START Records

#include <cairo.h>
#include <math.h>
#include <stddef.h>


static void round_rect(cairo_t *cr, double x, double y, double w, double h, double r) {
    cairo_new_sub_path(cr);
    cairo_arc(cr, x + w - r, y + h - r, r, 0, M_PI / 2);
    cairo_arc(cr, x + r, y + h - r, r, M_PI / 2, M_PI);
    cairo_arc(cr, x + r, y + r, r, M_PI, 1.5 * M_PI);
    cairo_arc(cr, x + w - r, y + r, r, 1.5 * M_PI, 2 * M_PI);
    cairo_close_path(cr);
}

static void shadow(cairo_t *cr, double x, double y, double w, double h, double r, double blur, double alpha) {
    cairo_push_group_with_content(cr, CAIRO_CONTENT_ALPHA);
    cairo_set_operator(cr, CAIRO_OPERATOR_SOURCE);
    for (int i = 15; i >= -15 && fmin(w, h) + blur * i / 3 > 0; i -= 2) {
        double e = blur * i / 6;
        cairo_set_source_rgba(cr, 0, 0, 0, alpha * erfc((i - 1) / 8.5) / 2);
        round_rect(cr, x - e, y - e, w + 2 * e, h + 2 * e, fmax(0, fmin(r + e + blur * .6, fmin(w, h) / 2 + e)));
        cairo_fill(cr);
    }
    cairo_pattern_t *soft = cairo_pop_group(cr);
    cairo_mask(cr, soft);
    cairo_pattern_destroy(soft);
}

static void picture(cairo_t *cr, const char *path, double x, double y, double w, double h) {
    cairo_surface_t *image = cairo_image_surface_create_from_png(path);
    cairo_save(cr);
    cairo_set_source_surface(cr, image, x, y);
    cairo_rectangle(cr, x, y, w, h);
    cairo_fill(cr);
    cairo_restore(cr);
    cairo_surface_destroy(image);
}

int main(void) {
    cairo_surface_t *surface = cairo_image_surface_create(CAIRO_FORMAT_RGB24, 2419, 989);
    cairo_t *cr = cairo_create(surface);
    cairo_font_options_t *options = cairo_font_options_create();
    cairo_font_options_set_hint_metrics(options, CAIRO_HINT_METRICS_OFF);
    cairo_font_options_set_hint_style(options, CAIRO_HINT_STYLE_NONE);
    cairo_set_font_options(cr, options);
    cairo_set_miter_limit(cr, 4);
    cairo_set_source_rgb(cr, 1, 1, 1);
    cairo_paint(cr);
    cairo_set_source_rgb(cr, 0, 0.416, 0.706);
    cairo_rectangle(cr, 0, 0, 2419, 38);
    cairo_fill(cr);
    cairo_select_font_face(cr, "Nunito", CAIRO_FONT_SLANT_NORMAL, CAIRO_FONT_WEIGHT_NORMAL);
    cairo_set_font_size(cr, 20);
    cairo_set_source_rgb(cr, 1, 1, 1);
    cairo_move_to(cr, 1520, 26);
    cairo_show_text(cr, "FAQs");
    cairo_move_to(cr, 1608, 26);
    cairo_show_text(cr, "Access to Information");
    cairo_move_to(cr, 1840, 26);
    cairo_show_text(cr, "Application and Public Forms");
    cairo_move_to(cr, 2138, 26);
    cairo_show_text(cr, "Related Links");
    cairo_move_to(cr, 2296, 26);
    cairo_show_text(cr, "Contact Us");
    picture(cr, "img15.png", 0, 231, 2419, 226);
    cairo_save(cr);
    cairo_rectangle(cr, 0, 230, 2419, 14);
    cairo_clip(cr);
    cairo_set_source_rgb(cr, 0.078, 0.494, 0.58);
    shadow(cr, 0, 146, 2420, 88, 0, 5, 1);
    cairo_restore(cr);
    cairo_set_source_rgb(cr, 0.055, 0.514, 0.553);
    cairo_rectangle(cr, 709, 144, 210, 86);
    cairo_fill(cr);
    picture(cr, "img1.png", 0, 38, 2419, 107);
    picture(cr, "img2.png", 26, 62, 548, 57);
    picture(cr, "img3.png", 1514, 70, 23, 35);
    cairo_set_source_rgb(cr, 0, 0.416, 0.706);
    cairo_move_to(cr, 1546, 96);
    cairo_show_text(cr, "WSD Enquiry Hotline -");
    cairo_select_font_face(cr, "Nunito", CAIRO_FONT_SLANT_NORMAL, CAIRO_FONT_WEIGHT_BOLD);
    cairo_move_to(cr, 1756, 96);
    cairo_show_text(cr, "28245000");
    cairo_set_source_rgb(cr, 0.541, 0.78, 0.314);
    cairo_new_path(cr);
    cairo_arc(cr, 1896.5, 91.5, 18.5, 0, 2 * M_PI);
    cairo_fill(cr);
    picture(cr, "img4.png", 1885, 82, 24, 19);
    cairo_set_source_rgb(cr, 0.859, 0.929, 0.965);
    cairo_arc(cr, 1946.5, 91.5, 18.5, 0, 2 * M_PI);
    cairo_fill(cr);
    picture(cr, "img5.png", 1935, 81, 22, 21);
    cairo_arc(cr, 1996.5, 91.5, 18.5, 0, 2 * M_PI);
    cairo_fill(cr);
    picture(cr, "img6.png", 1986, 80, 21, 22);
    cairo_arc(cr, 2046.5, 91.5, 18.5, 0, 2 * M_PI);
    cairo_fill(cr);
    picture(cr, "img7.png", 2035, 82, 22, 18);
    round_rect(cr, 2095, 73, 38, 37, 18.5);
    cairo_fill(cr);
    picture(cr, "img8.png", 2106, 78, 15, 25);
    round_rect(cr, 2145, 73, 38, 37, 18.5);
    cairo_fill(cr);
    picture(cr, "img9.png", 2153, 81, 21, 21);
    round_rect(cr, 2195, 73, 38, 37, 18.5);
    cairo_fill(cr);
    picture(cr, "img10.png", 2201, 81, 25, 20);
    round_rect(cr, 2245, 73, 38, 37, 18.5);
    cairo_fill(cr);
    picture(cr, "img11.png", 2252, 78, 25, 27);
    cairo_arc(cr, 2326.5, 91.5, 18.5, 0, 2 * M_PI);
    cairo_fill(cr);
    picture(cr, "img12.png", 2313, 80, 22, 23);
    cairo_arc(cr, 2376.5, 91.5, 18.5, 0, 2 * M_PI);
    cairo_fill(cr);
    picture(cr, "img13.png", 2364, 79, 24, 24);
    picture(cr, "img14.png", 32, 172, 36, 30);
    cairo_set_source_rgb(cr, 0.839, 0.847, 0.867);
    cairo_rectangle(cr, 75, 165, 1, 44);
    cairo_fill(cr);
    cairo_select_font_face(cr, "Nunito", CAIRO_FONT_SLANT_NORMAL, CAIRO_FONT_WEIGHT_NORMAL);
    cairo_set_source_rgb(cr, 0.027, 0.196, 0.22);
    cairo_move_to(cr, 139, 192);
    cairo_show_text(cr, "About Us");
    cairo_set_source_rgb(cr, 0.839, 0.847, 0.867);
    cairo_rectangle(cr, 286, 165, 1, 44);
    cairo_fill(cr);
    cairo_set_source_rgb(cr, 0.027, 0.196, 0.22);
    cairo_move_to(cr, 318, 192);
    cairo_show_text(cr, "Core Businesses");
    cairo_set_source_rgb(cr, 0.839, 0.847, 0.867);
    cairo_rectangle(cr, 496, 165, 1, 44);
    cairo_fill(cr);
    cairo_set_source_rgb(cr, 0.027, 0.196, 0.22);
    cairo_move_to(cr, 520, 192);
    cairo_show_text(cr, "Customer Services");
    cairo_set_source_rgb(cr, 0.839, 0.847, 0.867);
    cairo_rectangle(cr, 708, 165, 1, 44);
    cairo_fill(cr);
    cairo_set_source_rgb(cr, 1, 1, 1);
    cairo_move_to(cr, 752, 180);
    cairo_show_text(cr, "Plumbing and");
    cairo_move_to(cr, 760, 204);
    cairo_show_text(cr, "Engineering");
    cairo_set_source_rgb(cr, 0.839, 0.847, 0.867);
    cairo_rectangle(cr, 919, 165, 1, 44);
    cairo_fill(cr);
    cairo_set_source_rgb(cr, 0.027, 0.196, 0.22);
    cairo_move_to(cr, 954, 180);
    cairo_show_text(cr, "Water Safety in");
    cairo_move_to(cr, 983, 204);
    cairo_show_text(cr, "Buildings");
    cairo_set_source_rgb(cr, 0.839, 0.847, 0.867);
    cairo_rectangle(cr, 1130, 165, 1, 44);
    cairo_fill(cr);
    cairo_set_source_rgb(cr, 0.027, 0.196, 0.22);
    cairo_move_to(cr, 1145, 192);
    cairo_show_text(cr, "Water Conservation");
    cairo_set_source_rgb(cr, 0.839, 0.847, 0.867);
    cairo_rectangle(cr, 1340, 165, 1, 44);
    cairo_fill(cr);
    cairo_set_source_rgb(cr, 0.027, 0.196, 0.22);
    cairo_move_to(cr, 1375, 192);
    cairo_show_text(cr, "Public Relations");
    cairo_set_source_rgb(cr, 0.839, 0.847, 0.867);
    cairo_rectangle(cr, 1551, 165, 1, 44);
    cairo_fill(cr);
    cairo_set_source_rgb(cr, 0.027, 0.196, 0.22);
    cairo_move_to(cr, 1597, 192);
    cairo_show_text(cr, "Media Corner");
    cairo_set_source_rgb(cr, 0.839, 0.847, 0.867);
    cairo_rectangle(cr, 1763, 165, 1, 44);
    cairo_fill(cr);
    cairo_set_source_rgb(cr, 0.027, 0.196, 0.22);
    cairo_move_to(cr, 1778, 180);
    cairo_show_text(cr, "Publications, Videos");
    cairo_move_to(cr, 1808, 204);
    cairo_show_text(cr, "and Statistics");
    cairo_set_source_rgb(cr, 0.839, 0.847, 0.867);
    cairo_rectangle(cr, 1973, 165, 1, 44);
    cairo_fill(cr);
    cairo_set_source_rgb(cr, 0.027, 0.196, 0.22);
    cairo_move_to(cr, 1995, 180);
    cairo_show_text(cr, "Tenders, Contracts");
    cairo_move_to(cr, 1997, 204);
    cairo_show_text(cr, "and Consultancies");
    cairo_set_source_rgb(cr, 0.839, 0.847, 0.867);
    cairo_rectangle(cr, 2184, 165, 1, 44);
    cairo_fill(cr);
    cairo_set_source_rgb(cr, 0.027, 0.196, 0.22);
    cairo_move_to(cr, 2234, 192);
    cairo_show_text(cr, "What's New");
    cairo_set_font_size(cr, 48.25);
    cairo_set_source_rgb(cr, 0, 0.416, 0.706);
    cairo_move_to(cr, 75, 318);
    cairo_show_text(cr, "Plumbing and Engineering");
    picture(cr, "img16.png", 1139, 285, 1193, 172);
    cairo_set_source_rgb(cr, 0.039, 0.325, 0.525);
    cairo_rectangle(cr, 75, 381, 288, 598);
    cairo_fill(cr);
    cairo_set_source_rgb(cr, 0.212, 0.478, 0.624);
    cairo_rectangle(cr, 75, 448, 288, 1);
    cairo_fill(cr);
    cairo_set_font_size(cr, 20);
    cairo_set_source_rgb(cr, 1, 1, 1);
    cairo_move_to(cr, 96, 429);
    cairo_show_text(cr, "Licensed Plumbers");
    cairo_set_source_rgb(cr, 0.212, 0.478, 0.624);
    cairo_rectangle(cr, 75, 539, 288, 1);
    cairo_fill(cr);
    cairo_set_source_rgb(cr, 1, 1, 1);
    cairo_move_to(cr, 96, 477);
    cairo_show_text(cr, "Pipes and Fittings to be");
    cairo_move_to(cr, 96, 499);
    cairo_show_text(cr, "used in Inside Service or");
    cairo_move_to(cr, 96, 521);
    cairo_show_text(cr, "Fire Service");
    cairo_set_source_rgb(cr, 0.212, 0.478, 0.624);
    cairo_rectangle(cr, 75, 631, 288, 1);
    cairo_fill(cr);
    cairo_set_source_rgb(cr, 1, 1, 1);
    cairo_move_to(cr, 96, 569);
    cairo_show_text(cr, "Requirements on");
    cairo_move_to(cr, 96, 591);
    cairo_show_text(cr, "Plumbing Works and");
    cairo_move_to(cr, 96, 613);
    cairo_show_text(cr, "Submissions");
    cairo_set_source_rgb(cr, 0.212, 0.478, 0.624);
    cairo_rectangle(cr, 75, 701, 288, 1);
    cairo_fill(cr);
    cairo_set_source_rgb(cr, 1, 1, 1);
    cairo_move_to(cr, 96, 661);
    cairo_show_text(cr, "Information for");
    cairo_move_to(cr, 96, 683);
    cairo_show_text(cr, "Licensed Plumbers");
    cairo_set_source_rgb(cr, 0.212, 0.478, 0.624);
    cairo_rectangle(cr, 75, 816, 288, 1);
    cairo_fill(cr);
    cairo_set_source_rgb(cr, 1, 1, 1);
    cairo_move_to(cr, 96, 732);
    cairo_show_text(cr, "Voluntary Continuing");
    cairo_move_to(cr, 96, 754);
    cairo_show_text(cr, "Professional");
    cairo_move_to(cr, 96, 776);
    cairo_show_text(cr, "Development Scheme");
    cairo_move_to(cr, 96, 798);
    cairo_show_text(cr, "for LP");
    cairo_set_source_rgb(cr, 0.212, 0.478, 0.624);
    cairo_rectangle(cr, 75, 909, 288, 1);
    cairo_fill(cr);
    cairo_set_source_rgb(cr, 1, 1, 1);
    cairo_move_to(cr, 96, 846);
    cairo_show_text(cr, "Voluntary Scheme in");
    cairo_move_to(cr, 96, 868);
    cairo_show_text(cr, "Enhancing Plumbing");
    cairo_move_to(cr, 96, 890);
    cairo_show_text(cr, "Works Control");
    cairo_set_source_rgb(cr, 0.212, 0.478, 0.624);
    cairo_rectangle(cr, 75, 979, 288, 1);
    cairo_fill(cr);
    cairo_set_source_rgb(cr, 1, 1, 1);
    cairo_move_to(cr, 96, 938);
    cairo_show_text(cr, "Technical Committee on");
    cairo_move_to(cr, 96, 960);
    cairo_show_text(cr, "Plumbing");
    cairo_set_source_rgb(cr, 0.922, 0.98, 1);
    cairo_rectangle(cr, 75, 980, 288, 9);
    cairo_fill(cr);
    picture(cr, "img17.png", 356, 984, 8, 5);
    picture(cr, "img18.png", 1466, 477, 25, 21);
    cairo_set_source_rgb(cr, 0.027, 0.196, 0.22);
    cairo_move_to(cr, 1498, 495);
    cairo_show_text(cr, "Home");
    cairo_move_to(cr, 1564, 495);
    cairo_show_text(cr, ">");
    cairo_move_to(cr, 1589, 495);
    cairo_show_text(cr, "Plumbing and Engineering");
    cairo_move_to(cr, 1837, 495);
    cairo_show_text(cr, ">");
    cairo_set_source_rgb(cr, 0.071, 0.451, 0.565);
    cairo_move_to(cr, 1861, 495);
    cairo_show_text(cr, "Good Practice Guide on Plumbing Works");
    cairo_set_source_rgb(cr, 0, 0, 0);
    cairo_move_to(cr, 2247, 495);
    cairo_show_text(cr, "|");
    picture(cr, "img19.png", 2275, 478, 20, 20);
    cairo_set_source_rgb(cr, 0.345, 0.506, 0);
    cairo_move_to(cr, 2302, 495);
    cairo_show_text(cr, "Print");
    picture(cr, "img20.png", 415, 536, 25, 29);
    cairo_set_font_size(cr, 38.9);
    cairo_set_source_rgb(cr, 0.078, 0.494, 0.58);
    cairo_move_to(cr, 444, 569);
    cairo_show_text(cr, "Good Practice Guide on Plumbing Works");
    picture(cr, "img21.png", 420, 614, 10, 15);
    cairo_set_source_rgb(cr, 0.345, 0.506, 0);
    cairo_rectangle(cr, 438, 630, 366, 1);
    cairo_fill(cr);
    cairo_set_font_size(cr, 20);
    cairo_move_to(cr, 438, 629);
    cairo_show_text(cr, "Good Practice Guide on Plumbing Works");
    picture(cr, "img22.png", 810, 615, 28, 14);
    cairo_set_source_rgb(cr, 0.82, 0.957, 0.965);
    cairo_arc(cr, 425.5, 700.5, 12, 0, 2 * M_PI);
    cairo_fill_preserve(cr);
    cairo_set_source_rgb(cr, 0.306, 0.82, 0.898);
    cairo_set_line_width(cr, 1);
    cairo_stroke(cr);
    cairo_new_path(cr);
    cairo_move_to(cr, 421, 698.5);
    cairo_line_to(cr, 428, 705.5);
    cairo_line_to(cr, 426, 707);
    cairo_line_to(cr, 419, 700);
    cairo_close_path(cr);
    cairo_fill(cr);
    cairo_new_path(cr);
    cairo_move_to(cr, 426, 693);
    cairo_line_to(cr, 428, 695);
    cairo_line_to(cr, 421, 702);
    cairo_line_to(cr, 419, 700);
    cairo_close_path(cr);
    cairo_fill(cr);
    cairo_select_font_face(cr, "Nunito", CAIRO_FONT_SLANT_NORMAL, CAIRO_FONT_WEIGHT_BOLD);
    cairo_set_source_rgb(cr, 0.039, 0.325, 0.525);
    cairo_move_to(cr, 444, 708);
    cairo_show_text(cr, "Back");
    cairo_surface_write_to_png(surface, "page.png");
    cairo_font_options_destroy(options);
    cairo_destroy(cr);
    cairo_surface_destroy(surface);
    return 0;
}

END Records

Action item:
Wherever the string "double" appears in a line above, copy that line.

Your solution:
static void round_rect(cairo_t *cr, double x, double y, double w, double h, double r) {
static void shadow(cairo_t *cr, double x, double y, double w, double h, double r, double blur, double alpha) {
        double e = blur * i / 6;
static void picture(cairo_t *cr, const char *path, double x, double y, double w, double h) {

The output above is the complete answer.